Bonjour @juluch,
Merci pour votre commentaire particulièrement lucide qui apporte un éclairage indispensable à la compréhension de cette tragédie.
Vous touchez là du doigt le nœud gordien de l’histoire ukrainienne de cette période. L’accueil initial d’une partie de la population envers la Wehrmacht, perçue à tort comme une armée de libérateurs, s’explique précisément par le traumatisme des exactions du NKVD que je décris dans l’article, combiné au souvenir encore brûlant de la Grande Famine (l’Holodomor) des années 1930. L’horreur soviétique a, hélas, poussé certains dans les bras de l’horreur nazie.

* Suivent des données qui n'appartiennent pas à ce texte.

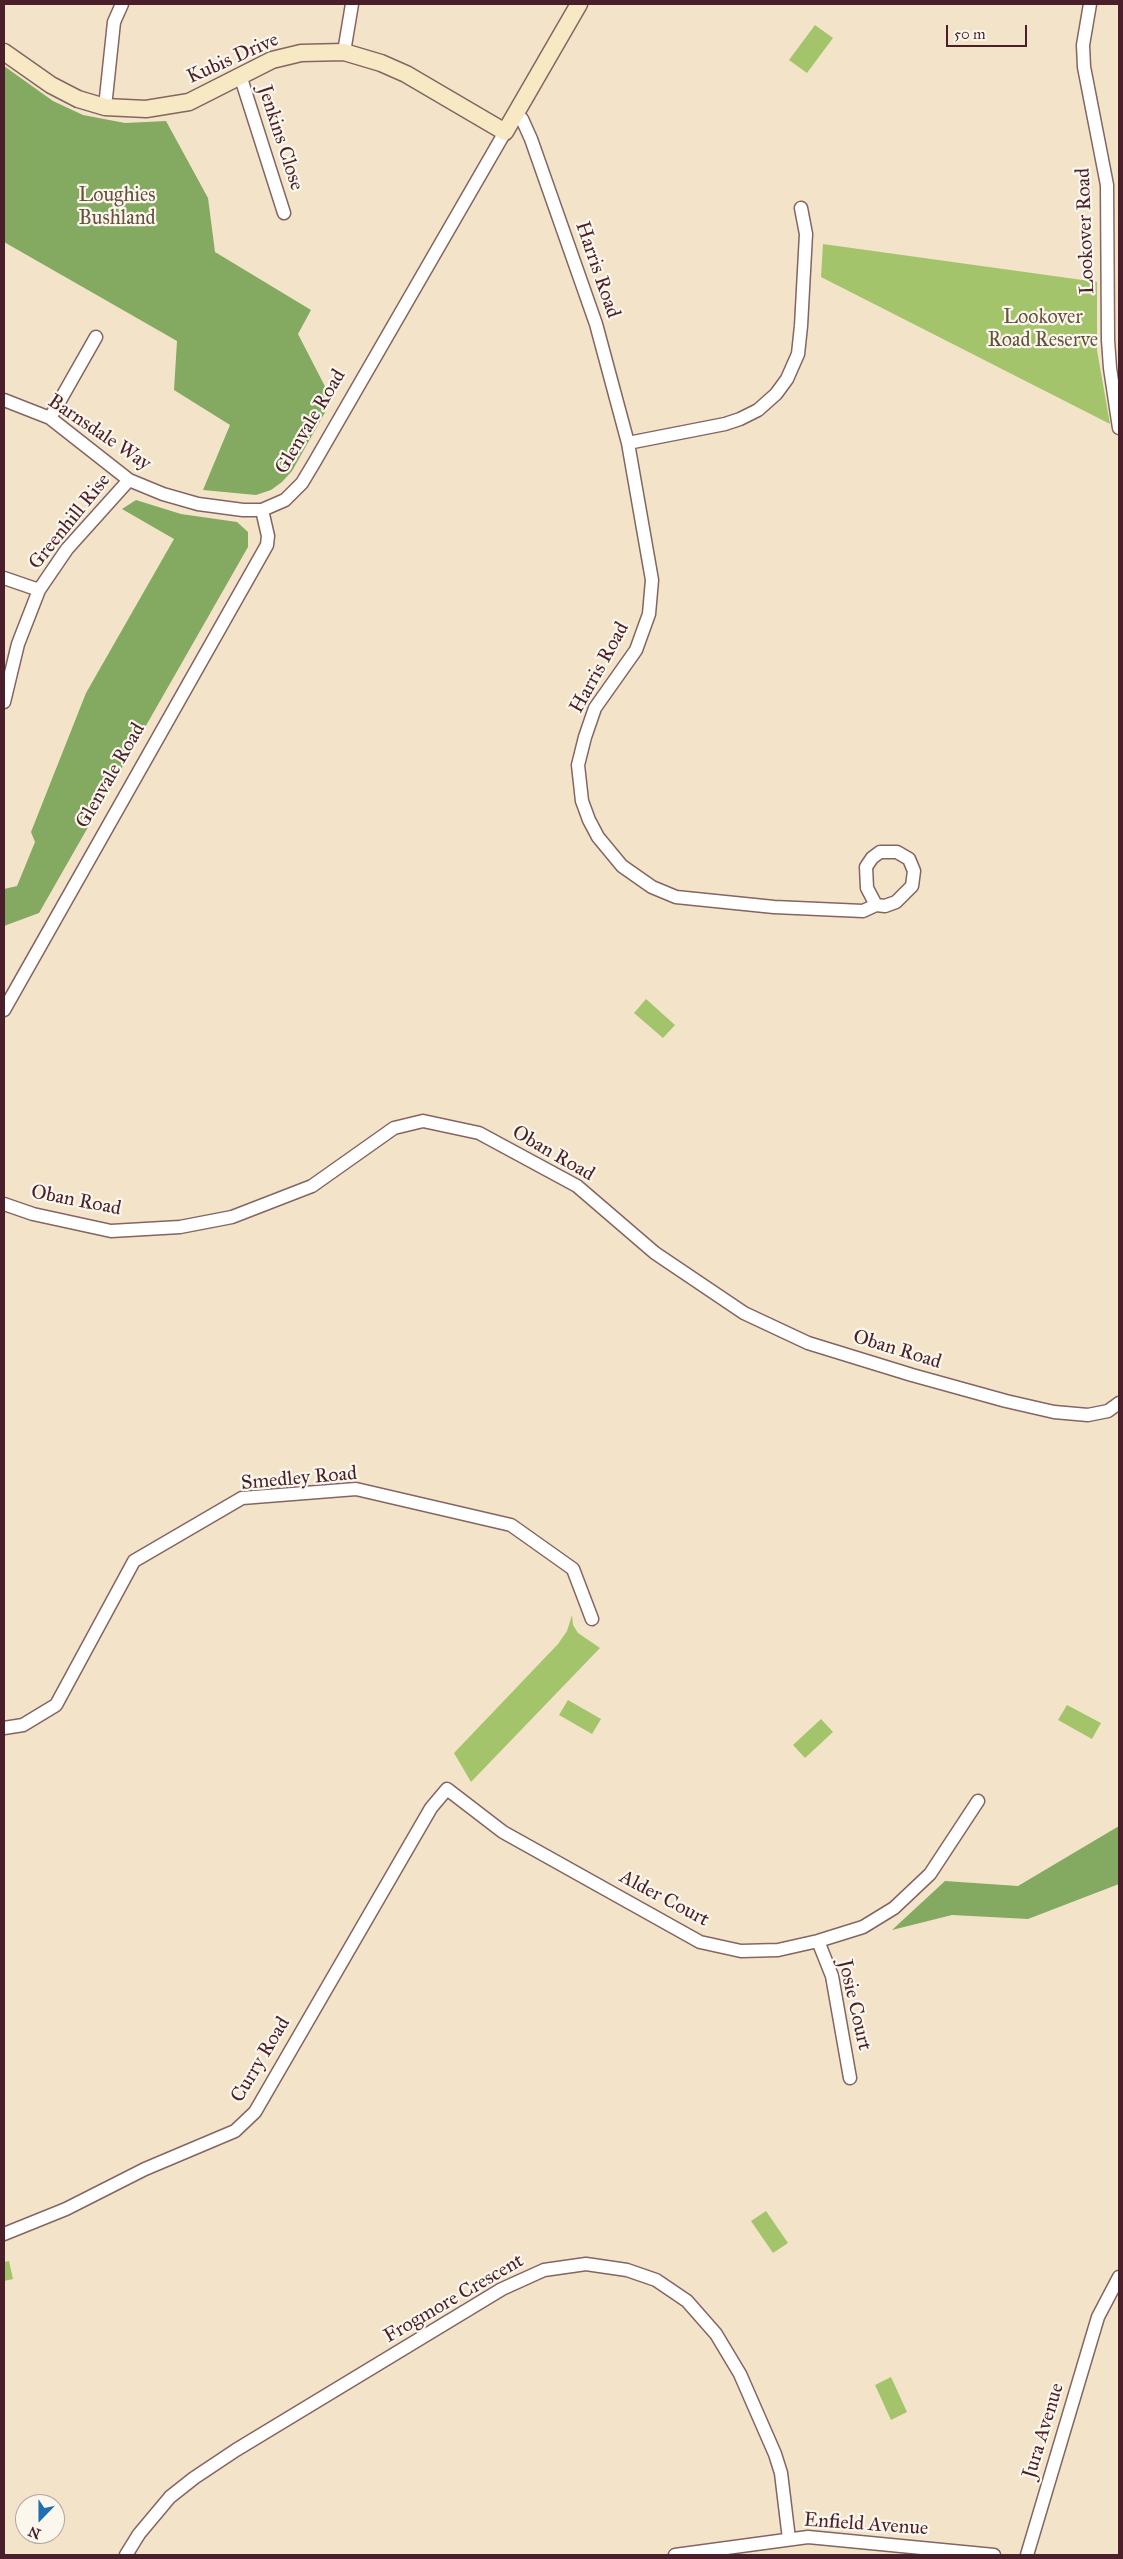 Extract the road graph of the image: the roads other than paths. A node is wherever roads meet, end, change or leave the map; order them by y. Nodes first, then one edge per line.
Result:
1 (122, 4) edge
2 (352, 4) edge
3 (578, 4) edge
4 (1090, 4) edge
5 (4, 52) edge
6 (344, 52) junction
7 (240, 74) junction
8 (106, 107) junction
9 (515, 115) junction
10 (506, 132) junction
11 (801, 208) dead end
12 (284, 213) dead end
13 (98, 334) dead end
14 (4, 400) edge
15 (50, 418) junction
16 (1119, 428) edge
17 (628, 443) junction
18 (129, 480) junction
19 (262, 510) junction
20 (4, 578) edge
21 (39, 590) junction
22 (4, 702) edge
23 (876, 905) junction
24 (4, 1010) edge
25 (4, 1204) edge
26 (1119, 1403) edge
27 (592, 1619) dead end
28 (4, 1728) edge
29 (447, 1790) joint
30 (978, 1801) dead end
31 (818, 1941) junction
32 (850, 2078) dead end
33 (4, 2234) edge
34 (1119, 2277) edge
35 (789, 2539) junction
36 (126, 2555) edge
37 (675, 2555) edge
38 (994, 2555) edge
39 (1027, 2555) edge

1 - 8 street
2 - 6 street
3 - 9 street, Glenvale Road
4 - 16 street, Lookover Road
5 - 8 street, Kubis Drive
6 - 7 street, Kubis Drive
6 - 10 street, Kubis Drive
7 - 8 street, Kubis Drive
7 - 12 street, Jenkins Close
9 - 10 street, Glenvale Road
9 - 17 street, Harris Road
10 - 19 street, Glenvale Road
11 - 17 street
13 - 15 street
14 - 15 street, Barnsdale Way
15 - 18 street, Barnsdale Way
17 - 23 street, Harris Road
18 - 19 street, Barnsdale Way
18 - 21 street, Greenhill Rise
19 - 24 street, Glenvale Road
20 - 21 street
21 - 22 street, Greenhill Rise
23 - 23 street, Harris Road
25 - 26 street, Oban Road
27 - 28 street, Smedley Road
29 - 31 street, Alder Court
29 - 33 street, Curry Road
30 - 31 street, Alder Court
31 - 32 street, Josie Court
34 - 39 street, Jura Avenue
35 - 36 street, Frogmore Crescent
35 - 37 street, Enfield Avenue
35 - 38 street, Enfield Avenue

Comme vous le soulignez très bien, l’illusion fut de courte durée. Le projet nazi pour l’Est (le Generalplan Ost) n’avait aucunement prévu l’indépendance de l’Ukraine, mais bien la colonisation des terres et l’extermination ou la mise en esclavage de ses populations slaves, considérées comme des « sous-hommes » par l’idéologie nazie. Ceux qui ont choisi la collaboration ont souvent fini broyés par la machine de guerre ou déportés après le retour de l’Armée rouge.

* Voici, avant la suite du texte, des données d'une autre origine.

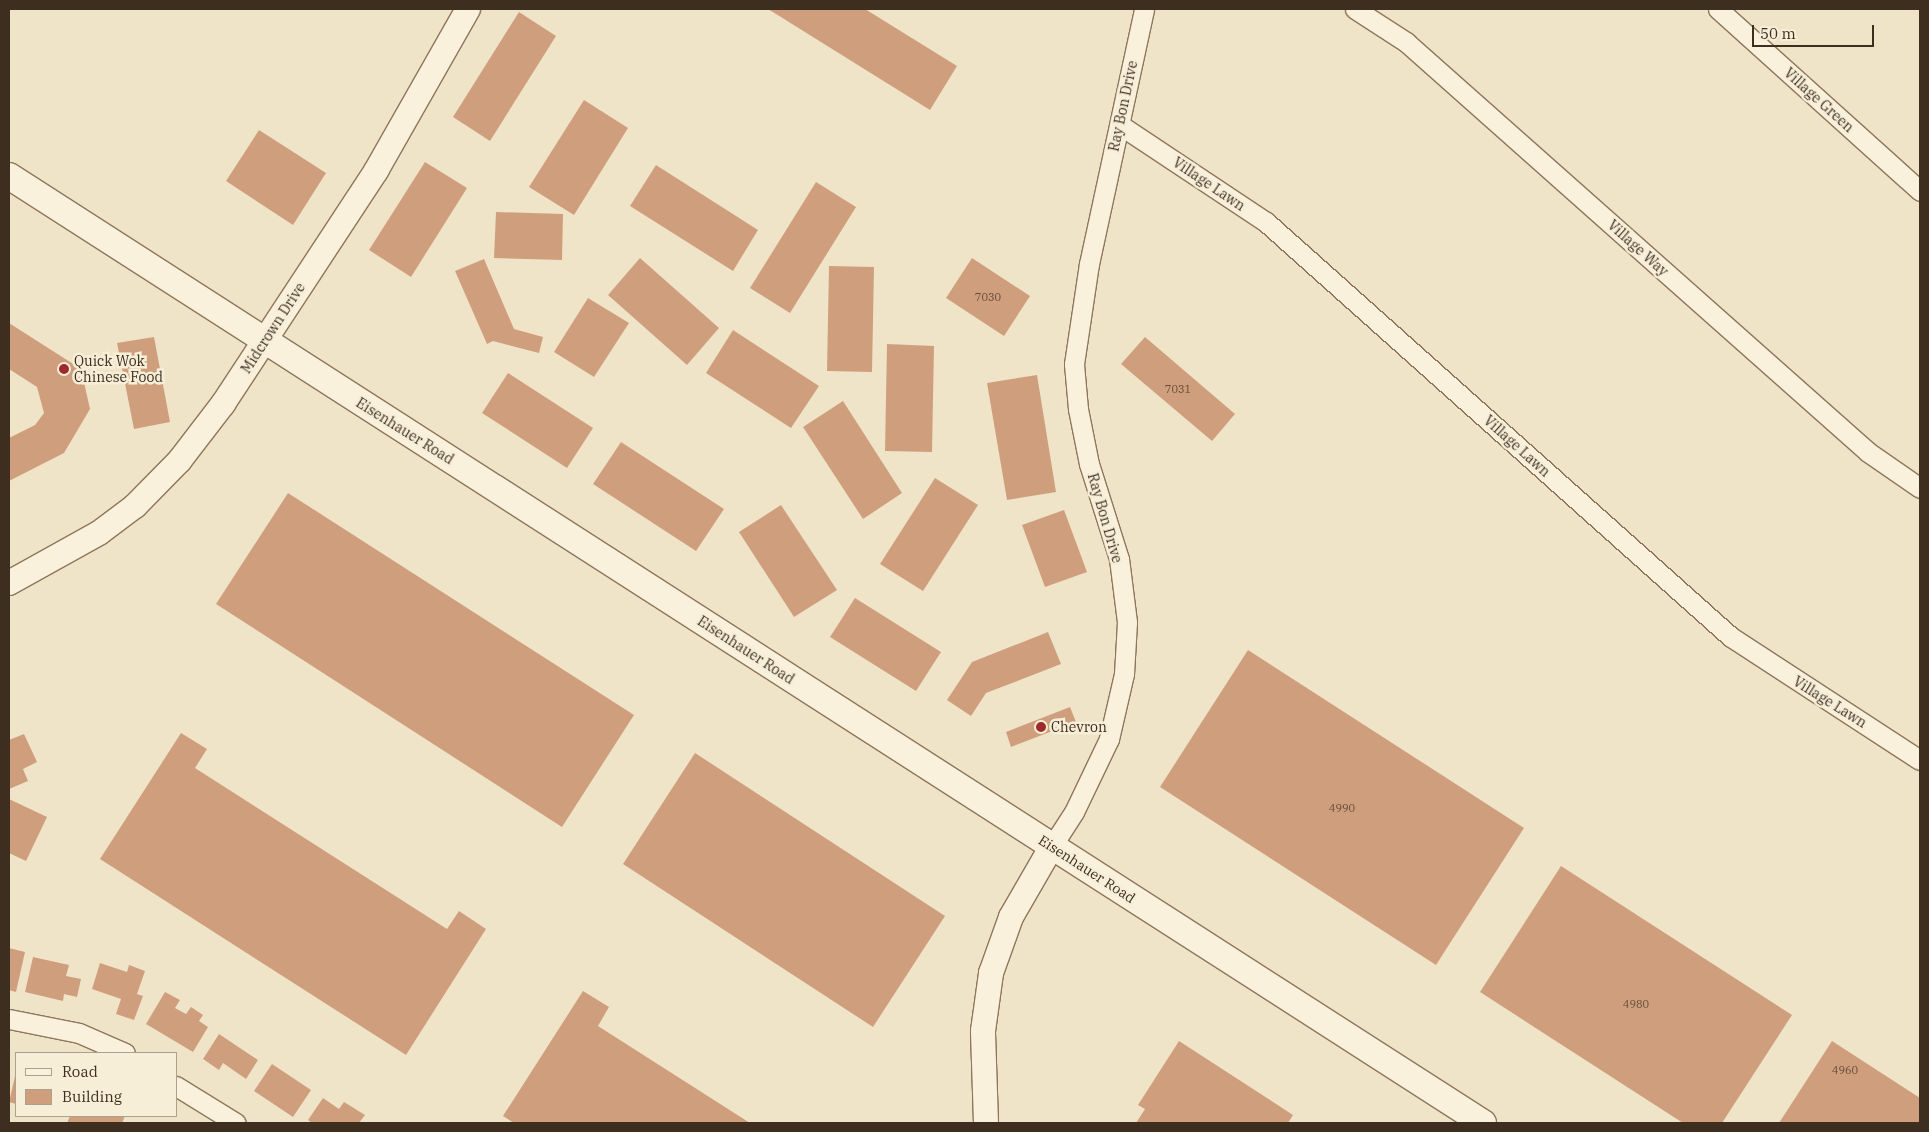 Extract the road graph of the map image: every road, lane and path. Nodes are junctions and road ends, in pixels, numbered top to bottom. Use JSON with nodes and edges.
{"nodes":[{"id":1,"x":468,"y":9,"type":"edge"},
{"id":2,"x":1144,"y":9,"type":"edge"},
{"id":3,"x":1355,"y":9,"type":"edge"},
{"id":4,"x":1718,"y":9,"type":"edge"},
{"id":5,"x":1120,"y":125,"type":"junction"},
{"id":6,"x":9,"y":176,"type":"edge"},
{"id":7,"x":1920,"y":191,"type":"edge"},
{"id":8,"x":265,"y":342,"type":"junction"},
{"id":9,"x":1920,"y":488,"type":"edge"},
{"id":10,"x":9,"y":583,"type":"edge"},
{"id":11,"x":1920,"y":760,"type":"edge"},
{"id":12,"x":1052,"y":846,"type":"junction"},
{"id":13,"x":9,"y":1019,"type":"edge"},
{"id":14,"x":122,"y":1052,"type":"edge"},
{"id":15,"x":178,"y":1087,"type":"edge"},
{"id":16,"x":236,"y":1123,"type":"edge"},
{"id":17,"x":986,"y":1123,"type":"edge"},
{"id":18,"x":1483,"y":1123,"type":"edge"}],
"edges":[{"from":1,"to":8,"type":"street","name":"Midcrown Drive"},
{"from":2,"to":5,"type":"street","name":"Ray Bon Drive"},
{"from":3,"to":9,"type":"street","name":"Village Way"},
{"from":4,"to":7,"type":"street","name":"Village Green"},
{"from":5,"to":11,"type":"street","name":"Village Lawn"},
{"from":5,"to":12,"type":"street","name":"Ray Bon Drive"},
{"from":6,"to":8,"type":"main road","name":"Eisenhauer Road"},
{"from":8,"to":10,"type":"street","name":"Midcrown Drive"},
{"from":8,"to":12,"type":"main road","name":"Eisenhauer Road"},
{"from":12,"to":17,"type":"street","name":"Ray Bon Drive"},
{"from":12,"to":18,"type":"main road","name":"Eisenhauer Road"},
{"from":13,"to":14,"type":"street"},
{"from":15,"to":16,"type":"street"}]}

Votre conclusion est d’une brûlante actualité. La mémoire de ces traumatismes croisés — où chaque camp instrumentalise les crimes passés de l’autre — s’est transmise de génération en génération. Ce passé non digéré, où rien n’a été pardonné, constitue effectivement l’un des moteurs mémoriels et psychologiques du conflit dramatique que nous observons aujourd’hui.